Aim of the task ▸
Will you give every entry again exactly as it stands?
══ Data extracts
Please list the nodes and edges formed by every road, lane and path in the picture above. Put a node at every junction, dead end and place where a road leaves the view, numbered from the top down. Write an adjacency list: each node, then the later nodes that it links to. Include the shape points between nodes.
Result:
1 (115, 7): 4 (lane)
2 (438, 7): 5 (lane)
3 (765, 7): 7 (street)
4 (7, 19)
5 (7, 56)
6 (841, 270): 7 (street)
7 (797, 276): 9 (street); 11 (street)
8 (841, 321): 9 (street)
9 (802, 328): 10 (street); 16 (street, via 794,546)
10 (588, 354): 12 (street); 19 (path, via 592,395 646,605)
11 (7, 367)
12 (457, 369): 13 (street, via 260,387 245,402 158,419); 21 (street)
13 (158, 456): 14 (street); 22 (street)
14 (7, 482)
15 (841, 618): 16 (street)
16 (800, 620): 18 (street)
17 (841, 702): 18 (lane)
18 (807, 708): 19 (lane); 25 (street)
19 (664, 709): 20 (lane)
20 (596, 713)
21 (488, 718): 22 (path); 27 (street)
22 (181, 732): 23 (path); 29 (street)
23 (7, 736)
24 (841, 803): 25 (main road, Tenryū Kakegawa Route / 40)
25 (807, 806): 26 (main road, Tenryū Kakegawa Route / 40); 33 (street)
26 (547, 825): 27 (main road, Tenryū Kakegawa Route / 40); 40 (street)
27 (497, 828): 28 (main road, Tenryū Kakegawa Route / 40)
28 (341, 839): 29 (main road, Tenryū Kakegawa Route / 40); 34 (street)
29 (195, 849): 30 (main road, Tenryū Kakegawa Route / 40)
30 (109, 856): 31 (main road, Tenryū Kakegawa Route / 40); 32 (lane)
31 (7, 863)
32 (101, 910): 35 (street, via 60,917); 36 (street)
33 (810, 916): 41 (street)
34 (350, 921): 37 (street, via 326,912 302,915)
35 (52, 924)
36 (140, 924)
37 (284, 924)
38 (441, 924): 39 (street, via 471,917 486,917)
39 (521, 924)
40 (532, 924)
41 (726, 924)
════
Your response ▸
Please list the nodes and edges formed by every road, lane and path in the picture above. Put a node at every junction, dead end and place where a road leaves the view, numbered from the top down. Write an adjacency list: each node, then the later nodes that it links to. Include the shape points between nodes.
Result:
1 (115, 7): 4 (lane)
2 (438, 7): 5 (lane)
3 (765, 7): 7 (street)
4 (7, 19)
5 (7, 56)
6 (841, 270): 7 (street)
7 (797, 276): 9 (street); 11 (street)
8 (841, 321): 9 (street)
9 (802, 328): 10 (street); 16 (street, via 794,546)
10 (588, 354): 12 (street); 19 (path, via 592,395 646,605)
11 (7, 367)
12 (457, 369): 13 (street, via 260,387 245,402 158,419); 21 (street)
13 (158, 456): 14 (street); 22 (street)
14 (7, 482)
15 (841, 618): 16 (street)
16 (800, 620): 18 (street)
17 (841, 702): 18 (lane)
18 (807, 708): 19 (lane); 25 (street)
19 (664, 709): 20 (lane)
20 (596, 713)
21 (488, 718): 22 (path); 27 (street)
22 (181, 732): 23 (path); 29 (street)
23 (7, 736)
24 (841, 803): 25 (main road, Tenryū Kakegawa Route / 40)
25 (807, 806): 26 (main road, Tenryū Kakegawa Route / 40); 33 (street)
26 (547, 825): 27 (main road, Tenryū Kakegawa Route / 40); 40 (street)
27 (497, 828): 28 (main road, Tenryū Kakegawa Route / 40)
28 (341, 839): 29 (main road, Tenryū Kakegawa Route / 40); 34 (street)
29 (195, 849): 30 (main road, Tenryū Kakegawa Route / 40)
30 (109, 856): 31 (main road, Tenryū Kakegawa Route / 40); 32 (lane)
31 (7, 863)
32 (101, 910): 35 (street, via 60,917); 36 (street)
33 (810, 916): 41 (street)
34 (350, 921): 37 (street, via 326,912 302,915)
35 (52, 924)
36 (140, 924)
37 (284, 924)
38 (441, 924): 39 (street, via 471,917 486,917)
39 (521, 924)
40 (532, 924)
41 (726, 924)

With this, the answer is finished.